The Doctor sighed and turned two more dials on the TARDIS console then followed The Brigadier out into the laboratory. Ace ran two steps to catch up with him. Both The Brigadier and The Doctor were at least a foot taller than her and fell into a long stride, but she wasn’t going to tag along behind them.

Jo was just as confused as Ace about what had happened, but at least she recognised the TARDIS, and The Doctor recognised her.

“My dear girl,” he said. “It has been so long. Are you all right?”

“I’m….” She wobbled dizzily and accepted the reassuring arm of the middle aged man who reached out to steady her. “I’m… a bit confused. What happened?”

“Something rather odd,” The Doctor replied. “My young friend Ace was standing there a moment ago, and now you’re here.”

“Are you…” Jo shook her head slowly. “I know he can change his appearance. That time with Omega, there were three. Are you another….”

“Yes, Jo, I’m The Doctor, in a later time than you know. We’re currently in geo-synchronous orbit over London, Earth, in early 2015, picking up some rather odd and infuriatingly random energy signals.”

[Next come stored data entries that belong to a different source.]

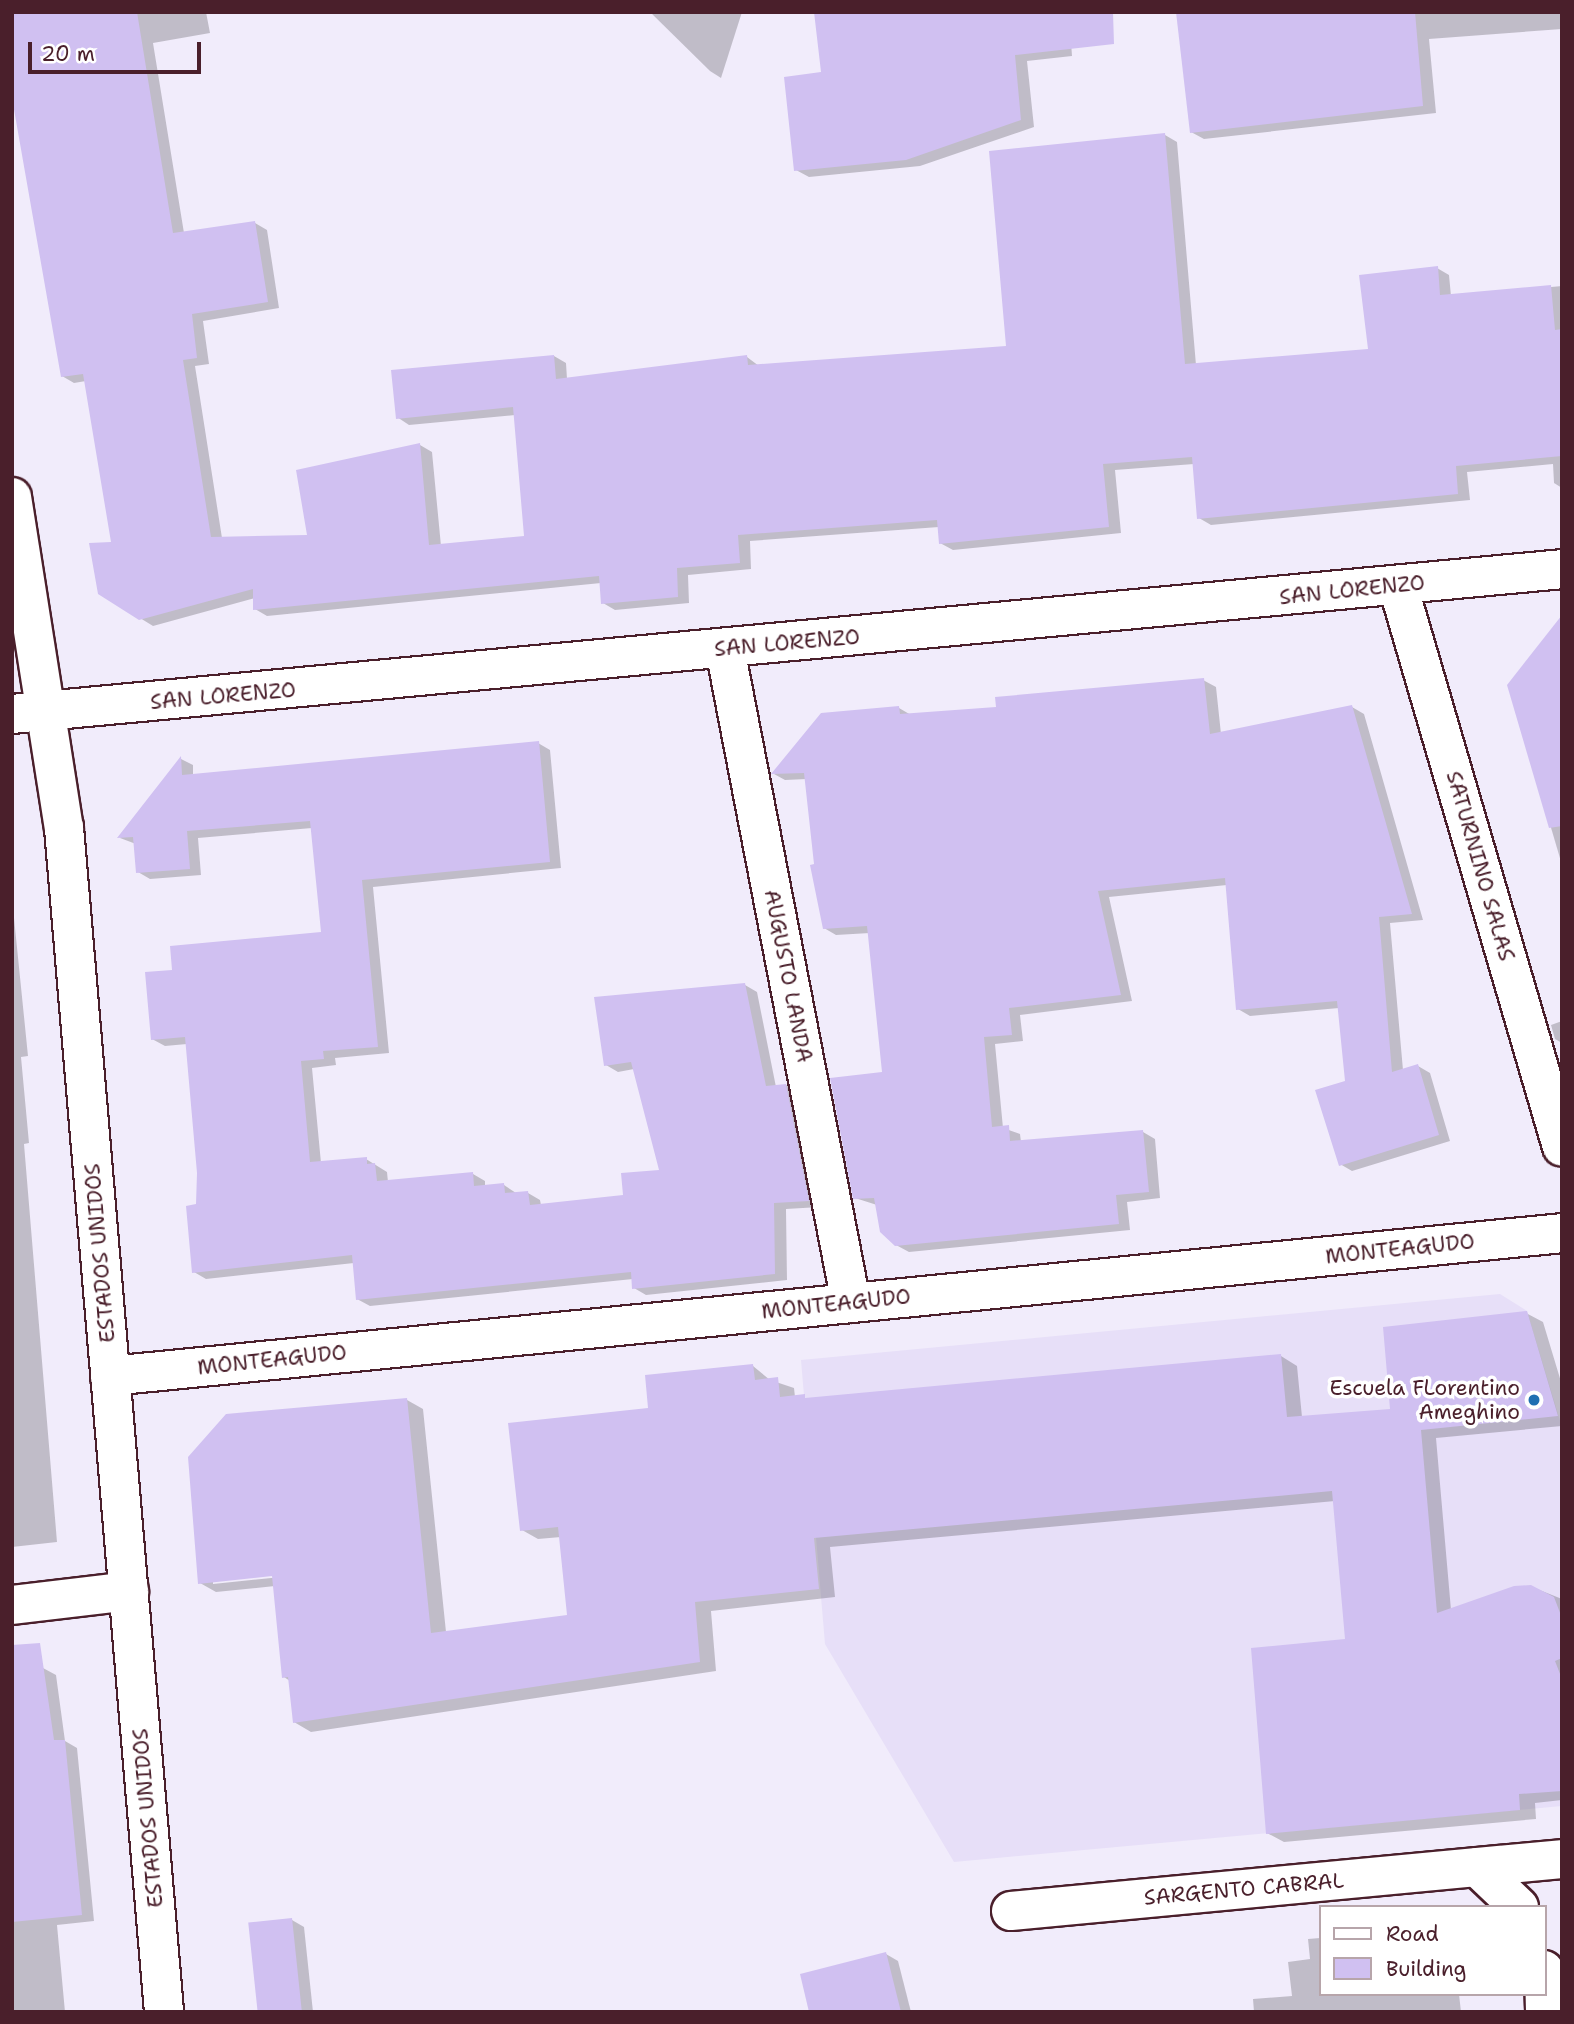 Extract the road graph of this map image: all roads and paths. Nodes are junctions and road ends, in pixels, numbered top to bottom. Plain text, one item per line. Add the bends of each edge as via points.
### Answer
1 (12, 497) edge
2 (1562, 569) edge
3 (1398, 586) junction
4 (725, 649) junction
5 (29, 713) edge
6 (1562, 1147) edge
7 (1562, 1233) edge
8 (851, 1303) junction
9 (110, 1376) junction
10 (129, 1591) junction
11 (12, 1605) edge
12 (1562, 1859) edge
13 (1477, 1867) junction
14 (1517, 1905) edge
15 (1011, 1911) dead end
16 (1562, 2007) edge
17 (164, 2012) edge
18 (1557, 2012) edge

1 - 5 street, ESTADOS UNIDOS
2 - 3 street, SAN LORENZO
3 - 4 street, SAN LORENZO
3 - 6 street, SATURNINO SALAS
4 - 5 street, SAN LORENZO
4 - 8 street, AUGUSTO LANDA
5 - 9 street, ESTADOS UNIDOS via 64,828
7 - 8 street, MONTEAGUDO
8 - 9 street, MONTEAGUDO
9 - 10 street, ESTADOS UNIDOS
10 - 11 street
10 - 17 street, ESTADOS UNIDOS
12 - 13 street, SARGENTO CABRAL
13 - 14 street
13 - 15 street, SARGENTO CABRAL
16 - 18 street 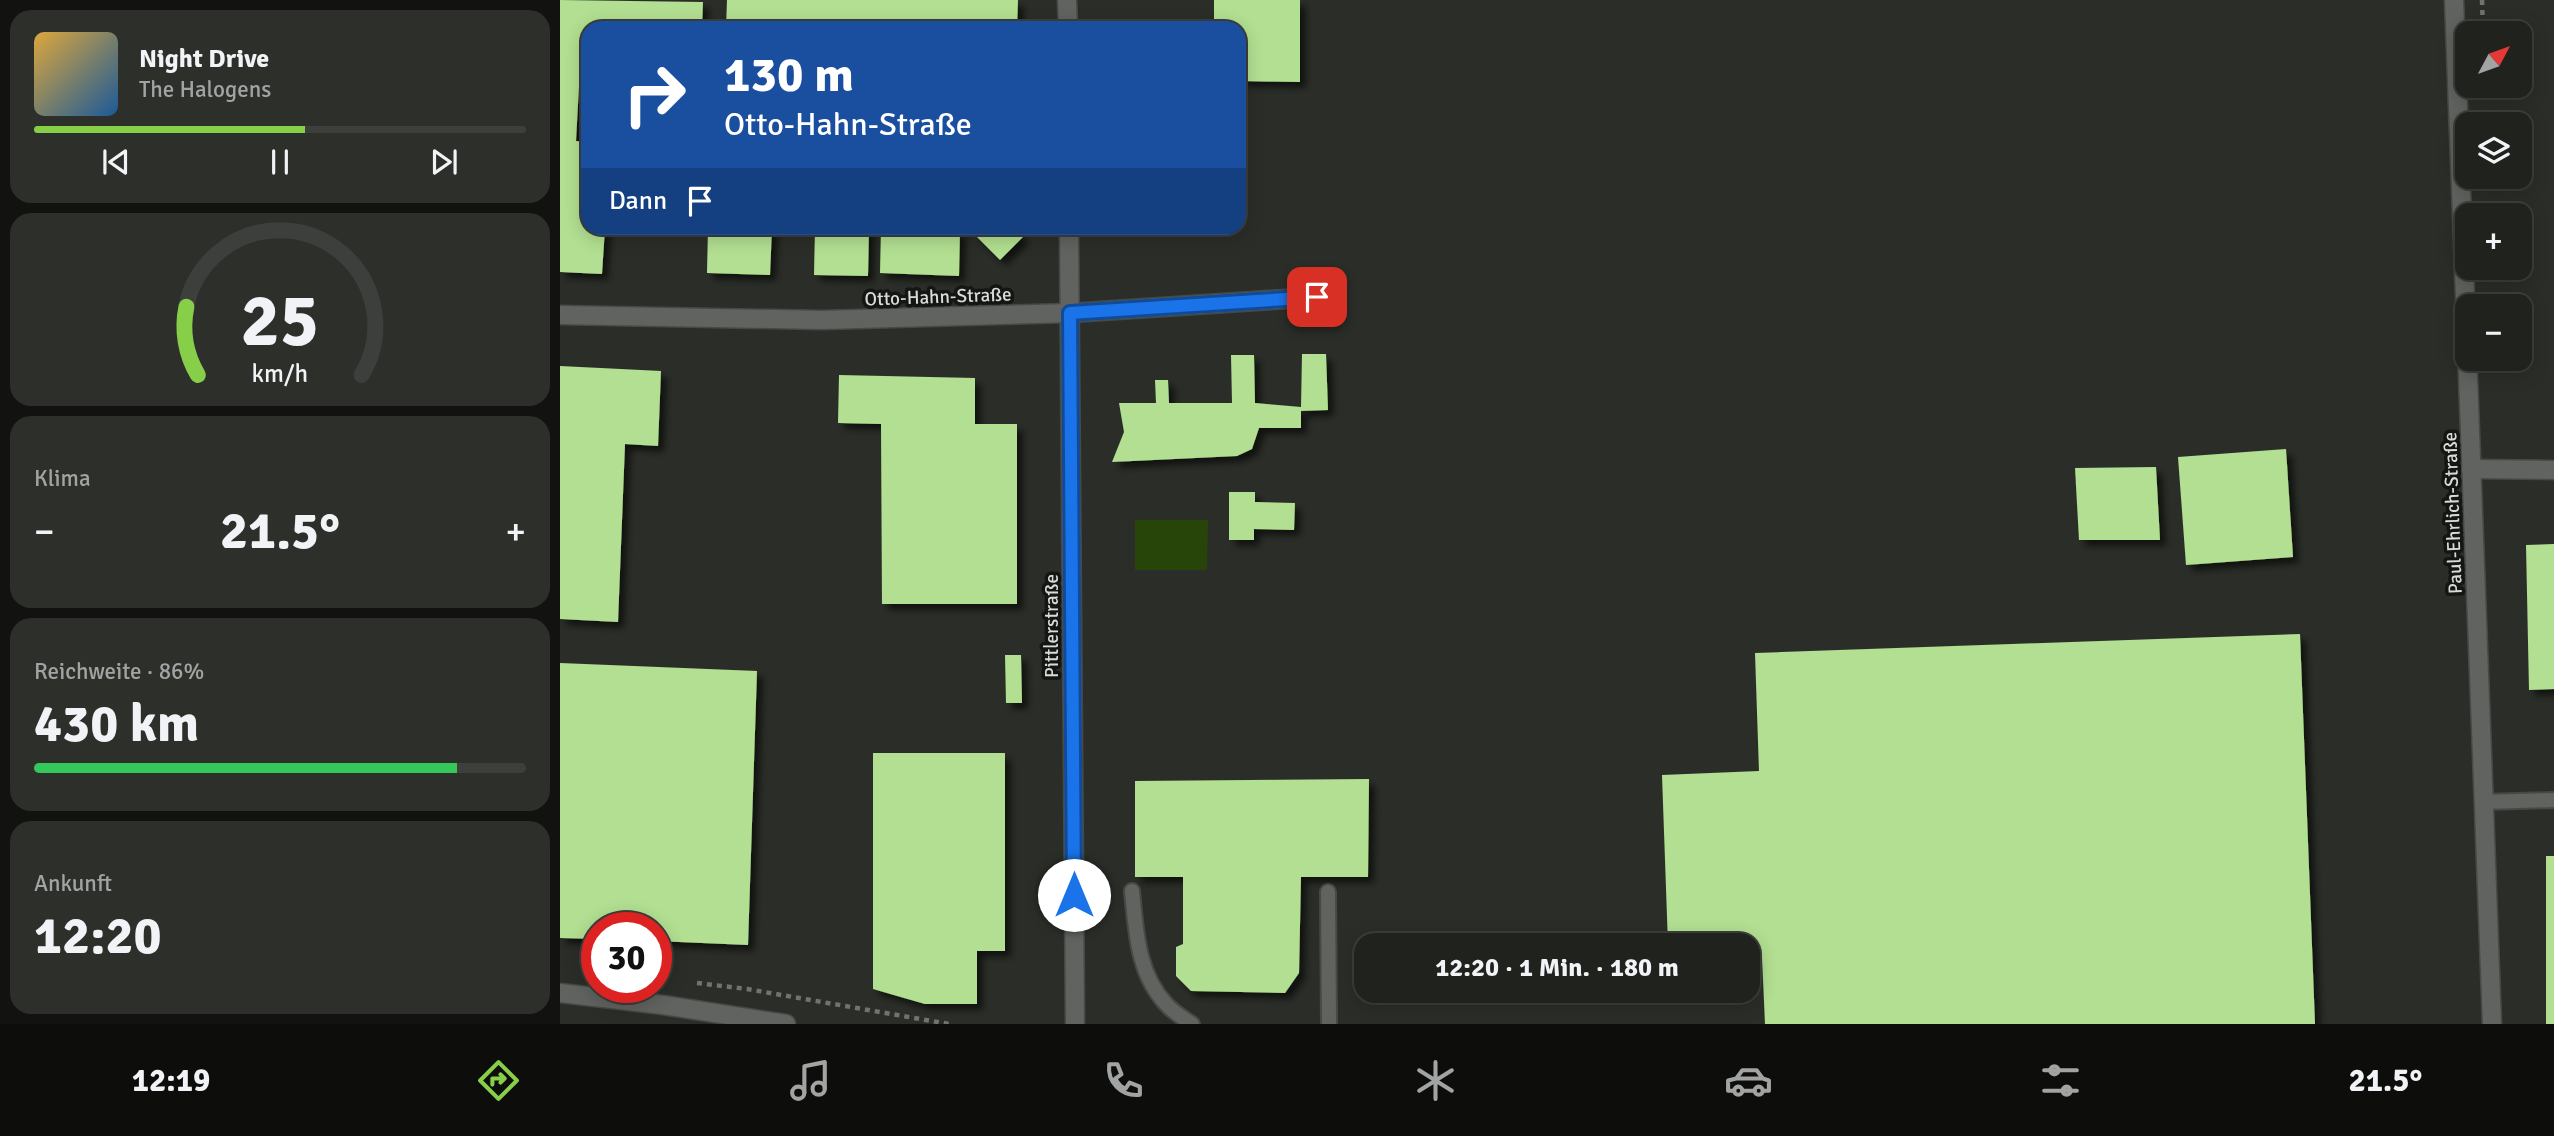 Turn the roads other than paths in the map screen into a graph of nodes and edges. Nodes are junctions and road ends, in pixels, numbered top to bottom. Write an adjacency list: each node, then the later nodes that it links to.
1 (1068, 0): 3 (street)
2 (2454, 0): 8 (street, Paul-Ehrlich-Straße)
3 (1068, 21)
4 (1069, 235): 6 (street, Pittlerstraße)
5 (1317, 297): 6 (street, Otto-Hahn-Straße)
6 (1070, 313): 7 (street, Otto-Hahn-Straße); 17 (street, Pittlerstraße)
7 (560, 315)
8 (2471, 469): 9 (street); 11 (street, Paul-Ehrlich-Straße)
9 (2554, 470)
10 (2554, 800): 11 (lane)
11 (2484, 802): 20 (street, Paul-Ehrlich-Straße)
12 (1132, 891): 18 (lane)
13 (1328, 892): 19 (lane)
14 (560, 993): 15 (street)
15 (746, 1021): 16 (street)
16 (786, 1024)
17 (1075, 1024)
18 (1192, 1024)
19 (1329, 1024)
20 (2491, 1024)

“I see… I think. Goodness, 2015. I’ll be… really old.”

“I wouldn’t be so rude as to comment, but the last postcard I had you were having a lovely time. I shouldn’t say anything else in case it causes a paradox, of course.”

“Well, of course.” Jo smiled brightly. She was in a strange situation, but The Doctor was there, so it couldn’t be so bad. “Is the kitchen in the same place it used to be? I’ll go and make a cup of tea while you study your random energy readings.”

“That sounds like an excellent idea,” The Doctor answered. “Yes, exactly where it used to be, thank you.”

Jo headed for the inner door. The Doctor turned back to the console, frowning. He didn’t want to worry Jo, but anything capable of transporting her onto the TARDIS and Ace off it while they were in orbit was a matter of extreme concern.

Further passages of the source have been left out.